Start of AVAILABLE DATA
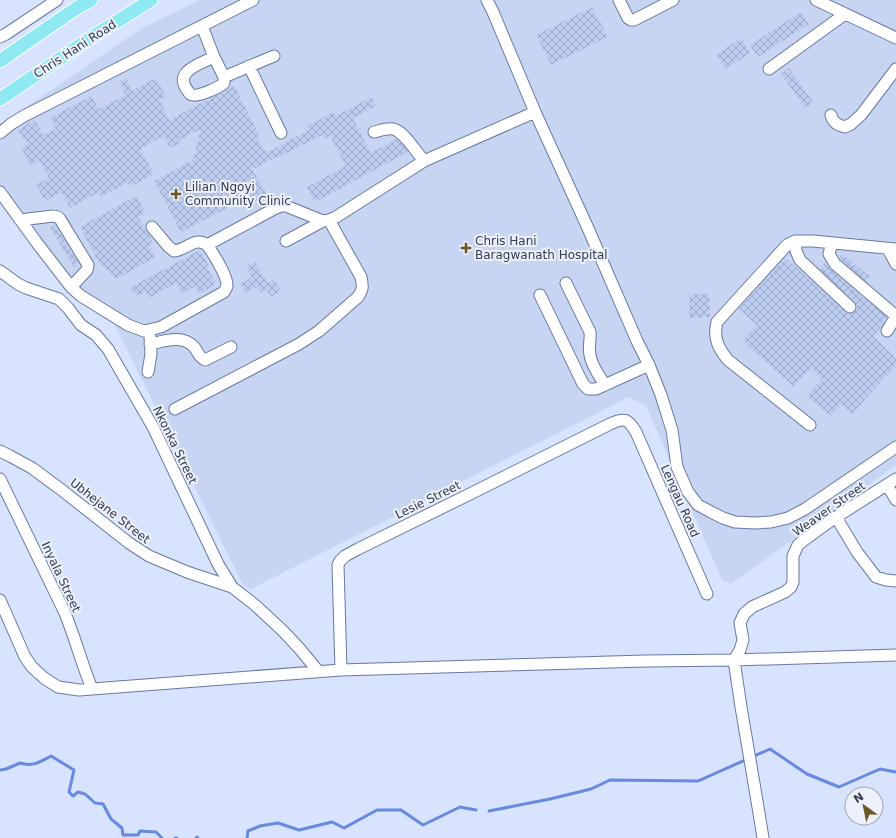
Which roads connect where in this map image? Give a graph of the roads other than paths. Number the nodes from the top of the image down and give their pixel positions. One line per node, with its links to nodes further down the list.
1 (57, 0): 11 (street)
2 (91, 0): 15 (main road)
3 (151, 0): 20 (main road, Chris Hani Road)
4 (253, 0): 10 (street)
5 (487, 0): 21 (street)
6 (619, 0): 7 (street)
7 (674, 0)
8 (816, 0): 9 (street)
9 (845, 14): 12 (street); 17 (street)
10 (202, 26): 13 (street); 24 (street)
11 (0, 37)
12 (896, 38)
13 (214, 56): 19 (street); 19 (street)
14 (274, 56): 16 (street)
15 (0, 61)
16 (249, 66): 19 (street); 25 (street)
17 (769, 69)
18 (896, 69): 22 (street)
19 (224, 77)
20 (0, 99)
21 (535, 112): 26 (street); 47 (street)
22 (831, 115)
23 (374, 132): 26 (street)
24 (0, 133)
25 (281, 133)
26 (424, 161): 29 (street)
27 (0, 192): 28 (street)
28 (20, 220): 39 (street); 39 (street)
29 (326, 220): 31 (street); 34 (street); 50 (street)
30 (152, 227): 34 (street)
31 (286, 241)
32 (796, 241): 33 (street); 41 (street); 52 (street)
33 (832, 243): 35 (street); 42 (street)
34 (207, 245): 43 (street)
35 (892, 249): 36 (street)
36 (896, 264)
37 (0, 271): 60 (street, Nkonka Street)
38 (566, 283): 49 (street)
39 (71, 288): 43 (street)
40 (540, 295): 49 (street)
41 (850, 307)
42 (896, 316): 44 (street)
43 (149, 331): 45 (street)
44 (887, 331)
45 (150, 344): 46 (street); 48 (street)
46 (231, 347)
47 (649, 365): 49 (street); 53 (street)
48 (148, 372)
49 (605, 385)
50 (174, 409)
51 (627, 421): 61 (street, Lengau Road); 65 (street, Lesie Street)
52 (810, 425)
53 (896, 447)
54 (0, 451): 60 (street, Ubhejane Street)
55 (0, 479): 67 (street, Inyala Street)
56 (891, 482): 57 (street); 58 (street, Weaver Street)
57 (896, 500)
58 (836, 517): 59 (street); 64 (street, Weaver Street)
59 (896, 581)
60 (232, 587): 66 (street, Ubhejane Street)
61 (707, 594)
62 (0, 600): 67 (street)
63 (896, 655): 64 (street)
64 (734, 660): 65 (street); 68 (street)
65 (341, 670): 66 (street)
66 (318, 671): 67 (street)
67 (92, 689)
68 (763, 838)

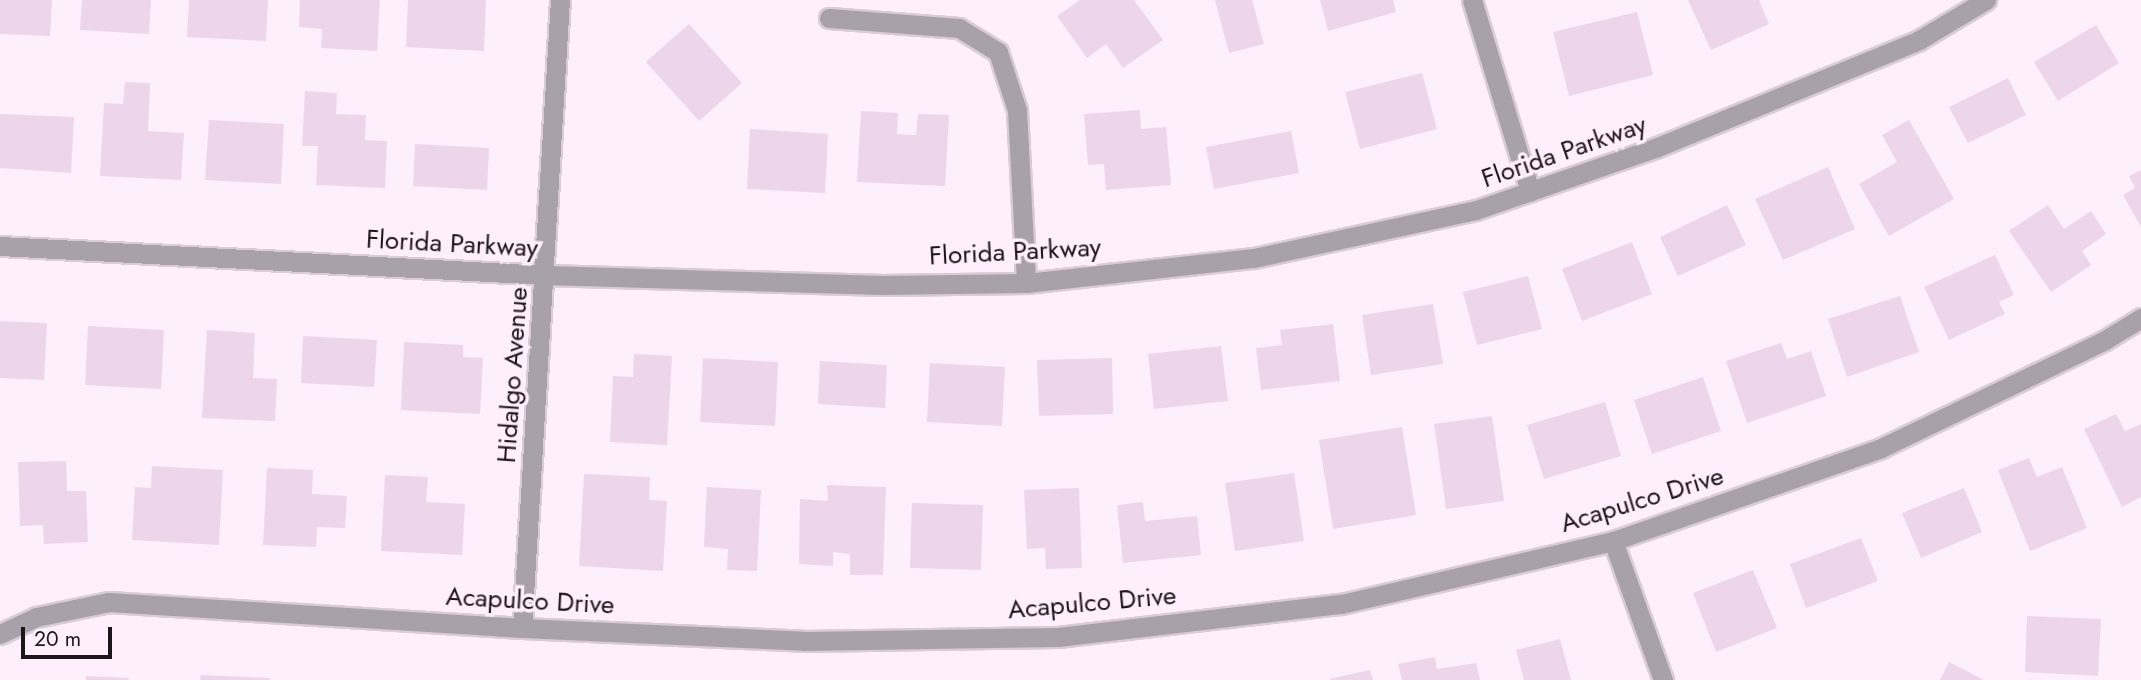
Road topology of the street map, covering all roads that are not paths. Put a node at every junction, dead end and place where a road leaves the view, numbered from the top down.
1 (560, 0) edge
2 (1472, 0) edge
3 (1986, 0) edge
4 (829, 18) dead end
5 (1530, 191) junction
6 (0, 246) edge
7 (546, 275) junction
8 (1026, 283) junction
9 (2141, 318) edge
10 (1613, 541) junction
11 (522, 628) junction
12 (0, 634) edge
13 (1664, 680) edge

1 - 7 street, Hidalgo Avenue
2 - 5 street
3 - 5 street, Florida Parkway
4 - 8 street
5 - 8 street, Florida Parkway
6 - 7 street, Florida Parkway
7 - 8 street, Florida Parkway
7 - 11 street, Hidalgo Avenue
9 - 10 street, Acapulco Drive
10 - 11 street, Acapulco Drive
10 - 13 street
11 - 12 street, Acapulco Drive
End of AVAILABLE DATA
Start of AVAILABLE DATA
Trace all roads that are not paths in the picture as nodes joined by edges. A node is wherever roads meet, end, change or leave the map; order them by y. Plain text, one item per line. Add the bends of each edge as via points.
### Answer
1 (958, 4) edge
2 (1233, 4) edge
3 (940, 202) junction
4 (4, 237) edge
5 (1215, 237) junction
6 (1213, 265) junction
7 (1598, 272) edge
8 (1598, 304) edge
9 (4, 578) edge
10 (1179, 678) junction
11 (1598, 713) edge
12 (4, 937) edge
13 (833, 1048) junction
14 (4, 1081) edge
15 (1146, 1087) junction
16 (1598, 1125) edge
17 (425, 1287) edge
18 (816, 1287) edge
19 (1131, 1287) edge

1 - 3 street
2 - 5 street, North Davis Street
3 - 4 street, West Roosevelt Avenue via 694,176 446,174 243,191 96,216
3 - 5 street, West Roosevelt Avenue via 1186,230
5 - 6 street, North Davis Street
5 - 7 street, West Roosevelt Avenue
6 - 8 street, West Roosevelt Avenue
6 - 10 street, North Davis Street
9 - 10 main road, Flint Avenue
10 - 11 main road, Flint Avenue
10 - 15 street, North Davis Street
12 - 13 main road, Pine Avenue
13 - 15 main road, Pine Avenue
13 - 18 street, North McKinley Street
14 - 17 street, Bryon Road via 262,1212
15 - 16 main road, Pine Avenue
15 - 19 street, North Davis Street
End of AVAILABLE DATA
Start of AVAILABLE DATA
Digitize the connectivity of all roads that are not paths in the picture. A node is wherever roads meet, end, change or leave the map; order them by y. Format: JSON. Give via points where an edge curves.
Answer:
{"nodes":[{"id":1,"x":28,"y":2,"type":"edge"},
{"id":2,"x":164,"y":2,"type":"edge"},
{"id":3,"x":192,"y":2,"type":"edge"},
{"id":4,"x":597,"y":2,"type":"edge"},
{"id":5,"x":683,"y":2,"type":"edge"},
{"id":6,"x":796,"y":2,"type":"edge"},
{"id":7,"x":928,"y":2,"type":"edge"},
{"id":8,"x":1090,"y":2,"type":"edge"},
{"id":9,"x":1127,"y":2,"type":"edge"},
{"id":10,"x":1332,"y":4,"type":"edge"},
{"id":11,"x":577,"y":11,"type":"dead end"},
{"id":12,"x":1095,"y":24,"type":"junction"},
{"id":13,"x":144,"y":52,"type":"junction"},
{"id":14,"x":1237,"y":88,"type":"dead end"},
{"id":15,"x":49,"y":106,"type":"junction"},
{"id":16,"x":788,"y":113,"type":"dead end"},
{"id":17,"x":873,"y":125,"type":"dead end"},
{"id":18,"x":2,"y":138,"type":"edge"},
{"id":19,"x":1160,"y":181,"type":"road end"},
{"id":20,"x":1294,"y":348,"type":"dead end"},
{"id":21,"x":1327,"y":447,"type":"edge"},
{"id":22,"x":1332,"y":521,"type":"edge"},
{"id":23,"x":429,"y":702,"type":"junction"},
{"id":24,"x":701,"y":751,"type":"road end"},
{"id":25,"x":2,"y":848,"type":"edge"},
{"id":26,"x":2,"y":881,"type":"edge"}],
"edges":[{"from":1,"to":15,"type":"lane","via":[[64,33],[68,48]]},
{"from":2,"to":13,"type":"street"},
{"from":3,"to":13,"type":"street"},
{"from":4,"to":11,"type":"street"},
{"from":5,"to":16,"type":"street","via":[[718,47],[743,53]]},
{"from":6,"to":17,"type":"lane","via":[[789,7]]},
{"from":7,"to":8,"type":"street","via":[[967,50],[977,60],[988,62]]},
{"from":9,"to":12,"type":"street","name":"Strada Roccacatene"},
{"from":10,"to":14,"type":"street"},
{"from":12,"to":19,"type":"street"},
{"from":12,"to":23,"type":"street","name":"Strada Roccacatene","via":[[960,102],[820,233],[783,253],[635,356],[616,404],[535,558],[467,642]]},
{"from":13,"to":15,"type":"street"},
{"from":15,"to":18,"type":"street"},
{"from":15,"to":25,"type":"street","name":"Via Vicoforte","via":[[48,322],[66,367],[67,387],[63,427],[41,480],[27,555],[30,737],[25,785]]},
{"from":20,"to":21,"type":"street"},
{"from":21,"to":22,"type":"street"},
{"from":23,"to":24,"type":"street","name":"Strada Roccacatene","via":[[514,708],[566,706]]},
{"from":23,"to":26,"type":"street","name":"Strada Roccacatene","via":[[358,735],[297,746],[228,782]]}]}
End of AVAILABLE DATA
▸ **TASK ITEM**: Which lines in the records above contain the string "them"? Copy each one.

▸ **RESPONSE BOX**:
Trace all roads that are not paths in the picture as nodes joined by edges. A node is wherever roads meet, end, change or leave the map; order them by y. Plain text, one item per line. Add the bends of each edge as via points.
Digitize the connectivity of all roads that are not paths in the picture. A node is wherever roads meet, end, change or leave the map; order them by y. Format: JSON. Give via points where an edge curves.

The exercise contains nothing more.